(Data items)
┌────────

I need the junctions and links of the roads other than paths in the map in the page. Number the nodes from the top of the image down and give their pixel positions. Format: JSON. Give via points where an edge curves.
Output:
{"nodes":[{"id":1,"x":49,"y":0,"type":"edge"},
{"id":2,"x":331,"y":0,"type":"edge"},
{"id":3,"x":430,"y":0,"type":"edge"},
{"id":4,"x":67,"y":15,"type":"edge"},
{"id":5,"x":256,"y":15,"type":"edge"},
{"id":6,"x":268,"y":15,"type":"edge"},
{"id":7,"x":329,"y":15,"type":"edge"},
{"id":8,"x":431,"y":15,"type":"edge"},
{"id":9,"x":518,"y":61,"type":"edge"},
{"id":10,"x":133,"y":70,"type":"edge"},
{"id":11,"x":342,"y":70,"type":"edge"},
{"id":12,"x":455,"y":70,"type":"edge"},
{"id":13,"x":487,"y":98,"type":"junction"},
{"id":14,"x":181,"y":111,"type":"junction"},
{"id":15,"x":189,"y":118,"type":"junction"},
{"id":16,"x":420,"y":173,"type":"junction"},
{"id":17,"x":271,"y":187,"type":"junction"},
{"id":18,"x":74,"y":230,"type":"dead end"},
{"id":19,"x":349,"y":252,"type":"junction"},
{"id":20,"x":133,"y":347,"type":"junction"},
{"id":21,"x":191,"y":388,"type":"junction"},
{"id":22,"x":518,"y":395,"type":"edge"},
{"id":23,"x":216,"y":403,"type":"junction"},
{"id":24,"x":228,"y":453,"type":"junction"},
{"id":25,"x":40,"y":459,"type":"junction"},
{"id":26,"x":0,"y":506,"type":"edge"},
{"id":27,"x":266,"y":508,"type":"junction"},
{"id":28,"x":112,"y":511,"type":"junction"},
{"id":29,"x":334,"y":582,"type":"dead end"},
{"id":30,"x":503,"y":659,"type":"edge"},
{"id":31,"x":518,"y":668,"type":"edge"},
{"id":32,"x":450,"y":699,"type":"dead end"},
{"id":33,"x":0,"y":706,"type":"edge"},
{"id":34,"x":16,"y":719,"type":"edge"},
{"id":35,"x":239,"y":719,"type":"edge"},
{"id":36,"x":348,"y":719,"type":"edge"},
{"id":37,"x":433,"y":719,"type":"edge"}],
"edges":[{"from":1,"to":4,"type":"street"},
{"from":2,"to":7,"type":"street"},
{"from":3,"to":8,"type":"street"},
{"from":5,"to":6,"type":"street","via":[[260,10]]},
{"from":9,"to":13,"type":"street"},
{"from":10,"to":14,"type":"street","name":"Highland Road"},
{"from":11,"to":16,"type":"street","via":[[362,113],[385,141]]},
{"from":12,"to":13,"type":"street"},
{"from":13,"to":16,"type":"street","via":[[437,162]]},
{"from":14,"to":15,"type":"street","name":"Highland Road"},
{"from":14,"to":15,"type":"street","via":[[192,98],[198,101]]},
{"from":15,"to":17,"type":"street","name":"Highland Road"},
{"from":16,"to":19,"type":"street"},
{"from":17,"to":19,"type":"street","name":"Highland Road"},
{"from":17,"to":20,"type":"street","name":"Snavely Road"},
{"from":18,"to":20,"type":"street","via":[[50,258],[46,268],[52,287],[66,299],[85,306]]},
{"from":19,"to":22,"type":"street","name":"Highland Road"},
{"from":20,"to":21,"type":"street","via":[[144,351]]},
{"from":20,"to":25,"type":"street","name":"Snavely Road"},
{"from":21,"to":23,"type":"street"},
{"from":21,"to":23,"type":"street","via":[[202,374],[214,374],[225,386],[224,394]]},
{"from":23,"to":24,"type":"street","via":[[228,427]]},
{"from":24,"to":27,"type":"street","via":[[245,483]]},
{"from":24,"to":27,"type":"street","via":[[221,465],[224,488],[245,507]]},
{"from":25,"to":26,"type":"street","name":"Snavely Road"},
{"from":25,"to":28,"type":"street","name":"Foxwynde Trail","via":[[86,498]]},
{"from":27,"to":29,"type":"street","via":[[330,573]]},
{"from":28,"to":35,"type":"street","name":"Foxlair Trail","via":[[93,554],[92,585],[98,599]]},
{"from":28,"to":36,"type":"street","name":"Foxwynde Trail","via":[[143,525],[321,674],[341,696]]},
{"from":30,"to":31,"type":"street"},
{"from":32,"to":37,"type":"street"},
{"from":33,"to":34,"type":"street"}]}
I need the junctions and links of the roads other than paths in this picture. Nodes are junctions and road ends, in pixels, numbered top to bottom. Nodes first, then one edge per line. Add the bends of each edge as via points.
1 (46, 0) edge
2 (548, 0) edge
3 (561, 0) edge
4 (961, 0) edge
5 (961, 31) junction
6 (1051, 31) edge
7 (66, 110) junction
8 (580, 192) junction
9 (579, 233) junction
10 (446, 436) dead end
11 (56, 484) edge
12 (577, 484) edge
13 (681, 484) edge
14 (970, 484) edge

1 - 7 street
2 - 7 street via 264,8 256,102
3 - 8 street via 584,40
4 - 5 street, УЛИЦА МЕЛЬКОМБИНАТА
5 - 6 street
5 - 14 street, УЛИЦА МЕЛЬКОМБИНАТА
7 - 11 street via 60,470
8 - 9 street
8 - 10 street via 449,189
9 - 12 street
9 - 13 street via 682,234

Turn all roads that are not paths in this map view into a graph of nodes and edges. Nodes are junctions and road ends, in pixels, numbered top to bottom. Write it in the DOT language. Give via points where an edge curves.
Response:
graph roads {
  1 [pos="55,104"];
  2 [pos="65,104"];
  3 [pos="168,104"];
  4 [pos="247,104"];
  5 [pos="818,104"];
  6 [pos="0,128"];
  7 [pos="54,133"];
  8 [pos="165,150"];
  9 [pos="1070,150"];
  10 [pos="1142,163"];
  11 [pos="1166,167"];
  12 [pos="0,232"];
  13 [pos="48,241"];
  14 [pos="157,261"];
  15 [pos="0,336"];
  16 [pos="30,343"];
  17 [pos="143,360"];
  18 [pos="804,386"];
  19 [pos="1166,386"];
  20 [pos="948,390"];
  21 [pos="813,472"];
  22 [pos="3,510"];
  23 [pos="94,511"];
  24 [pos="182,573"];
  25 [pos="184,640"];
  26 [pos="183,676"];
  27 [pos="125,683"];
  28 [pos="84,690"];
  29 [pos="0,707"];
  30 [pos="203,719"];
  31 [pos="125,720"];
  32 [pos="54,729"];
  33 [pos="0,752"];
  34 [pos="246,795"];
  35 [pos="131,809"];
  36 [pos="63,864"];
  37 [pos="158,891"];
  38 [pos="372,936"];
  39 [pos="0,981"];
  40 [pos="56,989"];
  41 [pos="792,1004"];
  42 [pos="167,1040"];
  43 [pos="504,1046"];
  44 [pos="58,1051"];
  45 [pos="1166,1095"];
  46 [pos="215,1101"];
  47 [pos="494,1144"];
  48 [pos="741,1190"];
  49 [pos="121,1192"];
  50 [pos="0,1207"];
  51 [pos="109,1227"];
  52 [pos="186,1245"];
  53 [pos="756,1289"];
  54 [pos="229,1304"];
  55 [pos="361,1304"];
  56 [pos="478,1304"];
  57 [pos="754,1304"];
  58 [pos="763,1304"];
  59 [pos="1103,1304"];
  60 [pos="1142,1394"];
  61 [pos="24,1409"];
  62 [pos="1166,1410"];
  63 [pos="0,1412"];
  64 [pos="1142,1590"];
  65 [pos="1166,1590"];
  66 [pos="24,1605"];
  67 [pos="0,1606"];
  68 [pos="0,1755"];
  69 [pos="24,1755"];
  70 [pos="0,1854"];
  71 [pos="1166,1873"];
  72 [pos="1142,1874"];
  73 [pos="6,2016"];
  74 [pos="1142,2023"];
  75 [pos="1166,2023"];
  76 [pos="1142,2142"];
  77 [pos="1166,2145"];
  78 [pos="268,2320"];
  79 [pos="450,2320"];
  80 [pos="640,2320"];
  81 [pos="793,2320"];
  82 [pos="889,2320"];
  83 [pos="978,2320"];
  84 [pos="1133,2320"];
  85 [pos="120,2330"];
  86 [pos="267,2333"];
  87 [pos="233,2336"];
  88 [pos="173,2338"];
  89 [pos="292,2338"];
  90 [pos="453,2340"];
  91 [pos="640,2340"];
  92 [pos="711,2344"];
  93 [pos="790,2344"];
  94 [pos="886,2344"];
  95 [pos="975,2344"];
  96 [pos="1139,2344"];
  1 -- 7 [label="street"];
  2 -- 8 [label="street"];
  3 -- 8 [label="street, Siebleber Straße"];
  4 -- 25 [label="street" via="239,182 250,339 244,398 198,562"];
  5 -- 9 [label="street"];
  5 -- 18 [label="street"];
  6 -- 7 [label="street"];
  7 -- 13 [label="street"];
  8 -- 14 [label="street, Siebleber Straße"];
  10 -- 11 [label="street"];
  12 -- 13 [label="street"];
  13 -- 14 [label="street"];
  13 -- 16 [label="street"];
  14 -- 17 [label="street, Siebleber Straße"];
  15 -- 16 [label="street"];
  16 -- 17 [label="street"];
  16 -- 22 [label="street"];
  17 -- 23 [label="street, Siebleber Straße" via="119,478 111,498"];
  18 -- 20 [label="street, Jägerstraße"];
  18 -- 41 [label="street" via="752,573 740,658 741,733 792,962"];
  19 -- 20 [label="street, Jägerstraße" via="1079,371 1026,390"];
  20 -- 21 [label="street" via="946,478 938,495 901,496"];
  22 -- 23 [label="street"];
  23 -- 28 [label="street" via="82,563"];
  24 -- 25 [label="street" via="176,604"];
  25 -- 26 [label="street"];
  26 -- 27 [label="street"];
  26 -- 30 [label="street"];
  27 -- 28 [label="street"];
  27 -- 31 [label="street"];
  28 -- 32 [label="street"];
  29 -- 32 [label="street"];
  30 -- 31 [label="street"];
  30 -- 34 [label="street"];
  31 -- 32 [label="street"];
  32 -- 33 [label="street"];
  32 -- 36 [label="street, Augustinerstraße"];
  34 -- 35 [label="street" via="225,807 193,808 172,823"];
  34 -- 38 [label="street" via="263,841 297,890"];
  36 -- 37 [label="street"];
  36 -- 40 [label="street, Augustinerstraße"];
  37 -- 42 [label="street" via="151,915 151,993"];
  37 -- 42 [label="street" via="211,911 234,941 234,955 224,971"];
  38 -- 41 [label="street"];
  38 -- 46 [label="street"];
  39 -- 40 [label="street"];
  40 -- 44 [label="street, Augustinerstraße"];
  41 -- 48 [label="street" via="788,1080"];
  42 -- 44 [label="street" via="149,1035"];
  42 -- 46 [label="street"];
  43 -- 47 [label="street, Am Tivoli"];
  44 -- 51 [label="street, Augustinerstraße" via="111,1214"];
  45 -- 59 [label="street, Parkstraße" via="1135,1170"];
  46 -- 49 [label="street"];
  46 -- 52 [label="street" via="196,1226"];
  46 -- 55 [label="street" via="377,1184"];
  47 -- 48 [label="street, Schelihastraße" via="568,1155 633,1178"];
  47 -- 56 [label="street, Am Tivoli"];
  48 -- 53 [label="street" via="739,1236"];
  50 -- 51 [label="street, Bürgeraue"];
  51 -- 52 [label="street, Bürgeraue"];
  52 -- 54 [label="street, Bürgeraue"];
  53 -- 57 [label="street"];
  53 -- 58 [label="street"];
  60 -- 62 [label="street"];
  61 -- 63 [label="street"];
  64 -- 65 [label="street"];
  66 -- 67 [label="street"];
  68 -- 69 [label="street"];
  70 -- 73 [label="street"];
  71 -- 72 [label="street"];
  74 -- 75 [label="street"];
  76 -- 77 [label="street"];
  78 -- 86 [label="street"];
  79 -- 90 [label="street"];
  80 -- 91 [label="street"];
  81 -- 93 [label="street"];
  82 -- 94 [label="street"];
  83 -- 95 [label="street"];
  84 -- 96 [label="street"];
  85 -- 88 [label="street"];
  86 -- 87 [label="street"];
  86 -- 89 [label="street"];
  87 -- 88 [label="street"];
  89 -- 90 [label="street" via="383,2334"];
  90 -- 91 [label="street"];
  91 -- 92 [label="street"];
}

└────────

Write only the number of lines in the records that contain the string "Foxwynde".

Output for this task: 2